Die Schweiz hätte schon vor sechs Jahren das Grundeinkommen für alle haben können – aber der Mehrheit ging das zu schnell. Jetzt startet in Zürich ein neuer Versuch. Diesmal will man erst Wissen und dann Fakten schaffen. Ein kluger Weg.
Der wohl berühmteste Geldautomat des Landes stand im Sommer letzten Jahres vor dem Reichstag in Berlin, um den Start des Pilotprojekts Grundeinkommen sichtbar zu machen. Er spuckte den ganz Tag lang bedingungslose Geldscheine aus. Bilder davon ging durch sämtliche Zeitungen und schafften es sogar bis in die Tagesschau.
Jetzt steht derselbe Geldautomat plötzlich in der Schweiz herum. Giftgrün umlackiert verteilt er nun statt Geld ein so genanntes "Los fürs Leben" in Zürich, einer der teuersten Städte der Welt. Was steckt dahinter?
Update vom 26. September 2022: Zürich hat sich bei der Volksabstimmung gegen einen wissenschaftlichen Pilotversuch entschieden. 53,9 Prozent stimmten dagegen. Die Ablehnung war deutlich knapper als 2016, damals sagten noch 63,4 Prozent "Nein" zu einem Grundeinkommen für alle in der Schweiz.

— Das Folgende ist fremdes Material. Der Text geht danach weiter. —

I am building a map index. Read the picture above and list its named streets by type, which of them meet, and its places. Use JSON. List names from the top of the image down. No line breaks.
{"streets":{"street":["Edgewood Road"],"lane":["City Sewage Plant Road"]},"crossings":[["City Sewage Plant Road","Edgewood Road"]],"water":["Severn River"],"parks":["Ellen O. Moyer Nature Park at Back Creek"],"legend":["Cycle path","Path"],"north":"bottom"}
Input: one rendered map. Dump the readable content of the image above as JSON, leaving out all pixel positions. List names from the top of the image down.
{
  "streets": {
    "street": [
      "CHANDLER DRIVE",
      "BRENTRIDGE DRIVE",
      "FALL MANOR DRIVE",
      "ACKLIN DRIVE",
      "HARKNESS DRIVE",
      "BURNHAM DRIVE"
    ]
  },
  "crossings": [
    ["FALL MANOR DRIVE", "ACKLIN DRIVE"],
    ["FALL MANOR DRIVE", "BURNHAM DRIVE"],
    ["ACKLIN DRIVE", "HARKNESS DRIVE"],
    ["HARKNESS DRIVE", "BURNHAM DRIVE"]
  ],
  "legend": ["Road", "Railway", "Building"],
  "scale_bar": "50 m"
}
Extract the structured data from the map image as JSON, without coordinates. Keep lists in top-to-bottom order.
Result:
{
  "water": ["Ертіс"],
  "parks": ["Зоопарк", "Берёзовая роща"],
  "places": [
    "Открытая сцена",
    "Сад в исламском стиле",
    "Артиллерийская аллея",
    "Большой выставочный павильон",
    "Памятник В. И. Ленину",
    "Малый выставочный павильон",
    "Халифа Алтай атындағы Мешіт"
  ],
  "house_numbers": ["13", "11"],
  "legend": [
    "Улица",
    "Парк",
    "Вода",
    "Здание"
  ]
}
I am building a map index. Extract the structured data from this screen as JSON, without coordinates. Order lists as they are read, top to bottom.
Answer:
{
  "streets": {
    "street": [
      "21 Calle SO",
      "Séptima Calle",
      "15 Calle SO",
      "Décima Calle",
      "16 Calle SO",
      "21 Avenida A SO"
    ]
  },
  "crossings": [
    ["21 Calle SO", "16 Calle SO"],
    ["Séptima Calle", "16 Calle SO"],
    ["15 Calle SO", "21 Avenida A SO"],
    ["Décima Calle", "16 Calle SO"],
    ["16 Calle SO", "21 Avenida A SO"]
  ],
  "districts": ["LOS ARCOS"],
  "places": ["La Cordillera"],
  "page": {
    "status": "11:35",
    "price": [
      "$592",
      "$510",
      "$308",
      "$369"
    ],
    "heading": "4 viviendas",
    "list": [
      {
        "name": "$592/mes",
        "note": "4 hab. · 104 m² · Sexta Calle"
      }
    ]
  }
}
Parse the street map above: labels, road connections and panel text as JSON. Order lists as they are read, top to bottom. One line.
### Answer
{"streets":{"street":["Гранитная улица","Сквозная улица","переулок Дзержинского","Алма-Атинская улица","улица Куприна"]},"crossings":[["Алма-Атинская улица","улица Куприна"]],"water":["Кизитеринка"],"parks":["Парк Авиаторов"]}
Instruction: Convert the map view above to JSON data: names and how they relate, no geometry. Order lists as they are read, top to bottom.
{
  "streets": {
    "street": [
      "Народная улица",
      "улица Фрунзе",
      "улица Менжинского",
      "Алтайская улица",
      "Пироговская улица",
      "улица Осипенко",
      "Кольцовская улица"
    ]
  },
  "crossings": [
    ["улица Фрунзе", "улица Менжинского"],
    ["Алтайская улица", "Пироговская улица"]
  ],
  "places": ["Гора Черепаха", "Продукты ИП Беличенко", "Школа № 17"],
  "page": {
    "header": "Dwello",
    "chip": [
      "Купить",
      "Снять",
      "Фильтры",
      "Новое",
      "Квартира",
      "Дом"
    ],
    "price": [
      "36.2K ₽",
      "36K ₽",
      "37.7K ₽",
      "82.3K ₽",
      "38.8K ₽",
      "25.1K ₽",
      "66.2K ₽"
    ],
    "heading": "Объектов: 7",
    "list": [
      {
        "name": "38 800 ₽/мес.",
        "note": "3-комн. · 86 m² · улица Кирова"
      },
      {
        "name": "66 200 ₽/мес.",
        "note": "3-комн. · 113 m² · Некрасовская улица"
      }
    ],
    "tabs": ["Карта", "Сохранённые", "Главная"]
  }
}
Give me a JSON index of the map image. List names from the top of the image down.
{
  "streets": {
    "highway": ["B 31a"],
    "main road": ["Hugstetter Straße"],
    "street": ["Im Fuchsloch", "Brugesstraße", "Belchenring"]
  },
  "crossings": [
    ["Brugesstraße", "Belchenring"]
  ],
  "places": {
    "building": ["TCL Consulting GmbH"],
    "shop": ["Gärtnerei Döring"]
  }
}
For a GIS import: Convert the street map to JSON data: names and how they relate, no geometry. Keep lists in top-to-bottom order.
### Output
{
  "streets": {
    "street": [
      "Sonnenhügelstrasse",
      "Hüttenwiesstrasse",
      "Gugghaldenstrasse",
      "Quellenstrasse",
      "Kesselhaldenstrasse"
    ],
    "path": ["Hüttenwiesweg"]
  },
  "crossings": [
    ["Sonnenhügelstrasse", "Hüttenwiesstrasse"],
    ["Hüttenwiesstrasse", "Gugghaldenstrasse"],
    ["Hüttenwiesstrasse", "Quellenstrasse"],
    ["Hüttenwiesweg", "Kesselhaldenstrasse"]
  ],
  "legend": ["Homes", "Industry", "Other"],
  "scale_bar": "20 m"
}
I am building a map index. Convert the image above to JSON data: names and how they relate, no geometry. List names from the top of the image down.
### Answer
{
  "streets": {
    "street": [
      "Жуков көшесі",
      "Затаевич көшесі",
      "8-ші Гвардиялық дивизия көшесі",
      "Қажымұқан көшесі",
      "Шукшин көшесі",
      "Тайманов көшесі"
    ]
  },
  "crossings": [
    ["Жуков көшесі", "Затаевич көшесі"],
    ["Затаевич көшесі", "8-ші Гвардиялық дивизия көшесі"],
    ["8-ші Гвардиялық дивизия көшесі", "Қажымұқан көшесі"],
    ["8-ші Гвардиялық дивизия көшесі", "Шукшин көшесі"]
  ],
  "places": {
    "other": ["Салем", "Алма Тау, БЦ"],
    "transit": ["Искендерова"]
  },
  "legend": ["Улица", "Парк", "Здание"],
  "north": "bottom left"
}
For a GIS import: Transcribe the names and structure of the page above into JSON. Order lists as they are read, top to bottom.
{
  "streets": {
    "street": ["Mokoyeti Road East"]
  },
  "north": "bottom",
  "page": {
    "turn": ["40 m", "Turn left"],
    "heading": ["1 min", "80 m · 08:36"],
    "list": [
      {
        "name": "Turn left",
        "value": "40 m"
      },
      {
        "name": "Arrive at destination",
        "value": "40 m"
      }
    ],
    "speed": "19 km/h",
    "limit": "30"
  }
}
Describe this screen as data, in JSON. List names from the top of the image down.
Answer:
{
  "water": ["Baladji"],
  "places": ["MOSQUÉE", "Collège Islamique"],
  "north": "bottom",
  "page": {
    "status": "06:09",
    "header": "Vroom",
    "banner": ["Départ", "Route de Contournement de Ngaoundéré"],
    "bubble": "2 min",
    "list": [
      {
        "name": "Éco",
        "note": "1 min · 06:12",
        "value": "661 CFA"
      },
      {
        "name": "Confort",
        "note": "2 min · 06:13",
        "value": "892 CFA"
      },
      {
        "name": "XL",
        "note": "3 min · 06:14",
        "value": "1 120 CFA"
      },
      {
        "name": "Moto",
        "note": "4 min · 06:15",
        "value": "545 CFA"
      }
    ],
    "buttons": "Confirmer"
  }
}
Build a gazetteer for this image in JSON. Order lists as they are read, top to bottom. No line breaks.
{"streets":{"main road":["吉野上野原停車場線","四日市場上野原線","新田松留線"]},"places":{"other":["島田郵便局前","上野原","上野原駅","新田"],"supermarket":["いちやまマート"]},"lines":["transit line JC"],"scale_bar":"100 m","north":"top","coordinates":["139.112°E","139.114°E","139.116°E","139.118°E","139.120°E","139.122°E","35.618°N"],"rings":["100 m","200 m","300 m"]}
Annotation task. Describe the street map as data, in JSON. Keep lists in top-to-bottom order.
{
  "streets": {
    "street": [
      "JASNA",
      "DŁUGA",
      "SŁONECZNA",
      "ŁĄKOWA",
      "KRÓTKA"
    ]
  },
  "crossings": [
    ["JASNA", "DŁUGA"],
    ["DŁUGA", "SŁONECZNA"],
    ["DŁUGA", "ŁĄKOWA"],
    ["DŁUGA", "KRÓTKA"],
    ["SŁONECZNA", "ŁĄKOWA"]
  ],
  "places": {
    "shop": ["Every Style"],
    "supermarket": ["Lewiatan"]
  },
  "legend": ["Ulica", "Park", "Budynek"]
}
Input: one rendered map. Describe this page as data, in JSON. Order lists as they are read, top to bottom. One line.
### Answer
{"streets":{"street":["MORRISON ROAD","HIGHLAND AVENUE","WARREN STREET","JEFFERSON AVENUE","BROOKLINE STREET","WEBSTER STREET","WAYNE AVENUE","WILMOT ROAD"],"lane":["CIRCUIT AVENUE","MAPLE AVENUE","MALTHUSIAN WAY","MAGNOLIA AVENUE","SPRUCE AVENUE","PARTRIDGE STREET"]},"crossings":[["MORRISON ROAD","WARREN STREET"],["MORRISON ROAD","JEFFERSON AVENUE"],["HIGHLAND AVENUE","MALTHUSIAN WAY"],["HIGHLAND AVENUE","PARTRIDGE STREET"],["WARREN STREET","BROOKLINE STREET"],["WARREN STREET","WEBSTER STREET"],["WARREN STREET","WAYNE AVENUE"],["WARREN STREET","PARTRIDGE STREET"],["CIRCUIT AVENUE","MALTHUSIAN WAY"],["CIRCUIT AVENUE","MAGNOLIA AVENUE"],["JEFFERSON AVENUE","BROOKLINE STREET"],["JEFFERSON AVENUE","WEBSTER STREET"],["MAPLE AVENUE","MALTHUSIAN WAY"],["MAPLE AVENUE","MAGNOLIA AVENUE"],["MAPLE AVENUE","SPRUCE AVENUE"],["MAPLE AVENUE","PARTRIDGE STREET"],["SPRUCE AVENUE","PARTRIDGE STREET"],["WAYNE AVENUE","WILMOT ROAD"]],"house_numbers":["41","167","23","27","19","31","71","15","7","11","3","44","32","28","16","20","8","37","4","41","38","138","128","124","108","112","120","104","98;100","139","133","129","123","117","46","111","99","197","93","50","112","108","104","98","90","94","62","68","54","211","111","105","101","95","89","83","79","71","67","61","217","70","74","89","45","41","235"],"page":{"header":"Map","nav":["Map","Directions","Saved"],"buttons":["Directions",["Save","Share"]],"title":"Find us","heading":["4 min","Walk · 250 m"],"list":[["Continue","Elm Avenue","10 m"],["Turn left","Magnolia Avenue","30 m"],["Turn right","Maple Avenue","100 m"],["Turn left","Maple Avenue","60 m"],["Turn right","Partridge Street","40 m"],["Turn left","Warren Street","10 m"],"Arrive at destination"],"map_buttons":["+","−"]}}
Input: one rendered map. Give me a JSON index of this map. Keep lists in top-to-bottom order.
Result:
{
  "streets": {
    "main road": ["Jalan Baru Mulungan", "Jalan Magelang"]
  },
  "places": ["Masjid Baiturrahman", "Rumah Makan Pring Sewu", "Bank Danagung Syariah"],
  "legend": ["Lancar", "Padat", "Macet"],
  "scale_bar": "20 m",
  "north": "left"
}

"Ganz einfach, wir haben ihn uns von euch geborgt, um auf die Abstimmung am Sonntag aufmerksam zu machen", erzählt Silvan Groher. Er ist Teil des Vereins Grundeinkommen, der die Züricher*innen am 25. September zu den Urnen ruft. Sie können abstimmen, ob ihre Stadt einen wissenschaftlichen Praxistest des Bedingungslosen Grundeinkommens durchführen soll.
Das deutsche Projekt als Vorbild und Impulsgeber
Das schlagen die Initiator*innen vor: Drei Jahre lang sollen etwa 500 Menschen in der Stadt ein monatliches Grundeinkommen von 2.500 bis 3.000 Schweizer Franken erhalten. Das sei der Betrag, der wegen des hohen Preisniveaus in Zürich als existenzsichernd gelte, erklärt Silvan Groher. Forschende von Schweizer Hochschulen sollen herausfinden, wie sich das Grundeinkommen auf den einzelnen Menschen und die Gesellschaft auswirkt. Dazu sollen sie die Effekte bei den Proband*innen mit denen in einer Kontrollgruppe vergleichen, die kein Grundeinkommen erhalten.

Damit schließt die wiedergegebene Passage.